Most writers on the subject have assumed without hesitation that the relationship was fully adulterous. Even the usually percipient Briffault unhesitatingly concludes that the relationship was not only sensual but consummated: but if we inspect the references he gives in support of this view we find that they always refer to intimate caresses or to clasping of the naked body, but never refer to such ideas as climax, satisfaction, complete possession and the like. A few writers, however, such as Lucka, have maintained the contrary view.
There are various facts which make the assumption of actual adultery rather unlikely - for instance, the fact that bastard children are seldom if ever referred to. Indeed, the husbands of the ladies in question accepted the relationship and supported the troubadours in their castles, sometimes elevating them to knighthood if they were not knights already. In early Celtic times such tolerance might have been inconclusive, but in twelfth-century Provence husbands were not, as a rule, prepared to be cuckolded openly. Again, we should hardly expect priests to bless an open adultery. Certainly by the fourteenth century the relationship had become so conventional that Petrarca, a canon of the Church, could write passionate sonnets to Laura without arousing any comment.

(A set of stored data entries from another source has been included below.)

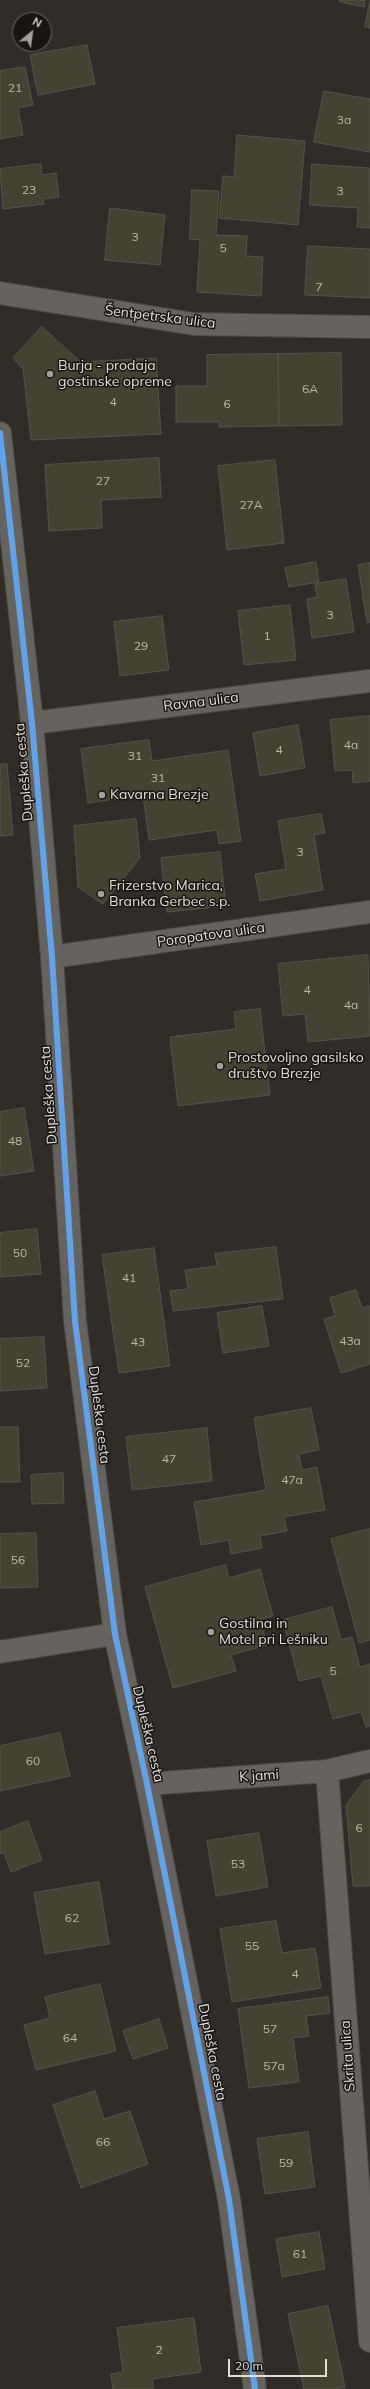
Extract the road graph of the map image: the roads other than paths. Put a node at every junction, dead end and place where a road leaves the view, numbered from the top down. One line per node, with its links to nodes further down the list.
1 (0, 293): 2 (street, Šentpetrska ulica)
2 (370, 327)
3 (0, 433): 5 (street, Dupleška cesta)
4 (370, 681): 5 (street, Ravna ulica)
5 (32, 723): 7 (street, Dupleška cesta)
6 (370, 912): 7 (street, Poropatova ulica)
7 (52, 957): 8 (street, Dupleška cesta)
8 (114, 1634): 9 (street); 12 (street, Dupleška cesta)
9 (0, 1652)
10 (370, 1761): 11 (street, K jami)
11 (327, 1771): 12 (street, K jami); 13 (street, Skrita ulica)
12 (147, 1784): 14 (street, Dupleška cesta)
13 (370, 2341)
14 (255, 2389)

Denomy, a Jesuit, whose avowed object is to prove the sensual character of the love of the troubadours, accepts that the relationship was never consummated. He concludes: "The analysis reveals that from Guillaume IX there has existed a constant tradition and conception of pure love - `fin amor `..... arising from the contemplation of the beauty of the beloved and effecting a union of the hearts and minds of the lovers. It was a love that yearned for, and at times was rewarded by, the solace of every delight of the beloved except physical possession of her by intercourse. Far from being pure in the accepted sense, or disinterested, it is sensual and carnal in that it allows, approves and encourages the delights of kissing and embracing, the sight of the beloved`s nudity and the touching and lying beside her nude body-in short, all that fans and provokes desire."
As I shall show in a moment, this question of consummation is of some psychological significance, and we can approach it from another angle. I have argued, in the previous chapter, that the matrist`s chief fear is of incest. We may therefore ask, did the troubadours betray any signs of incest fears? For if they did, it becomes intelligible that they might hesitate to consummate a relationship which seemed incestuous in character, as a relationship with a mother substitute necessarily must seem.
The rules governing "courtly love" as it was called, were elaborately worked out and were written down about 1186 by one Andrew the Chaplain, at the court of Queen Alienor. This Treatise on Love was immediately translated into the principal foreign languages, and became a standard work. It is therefore rather striking that, in the third part of the work, when he comes to consider reasons why it may be inadvisable to love at all, the reason which he places before all others is that "love leads to incest". This is hardly the reason which would first occur to one today.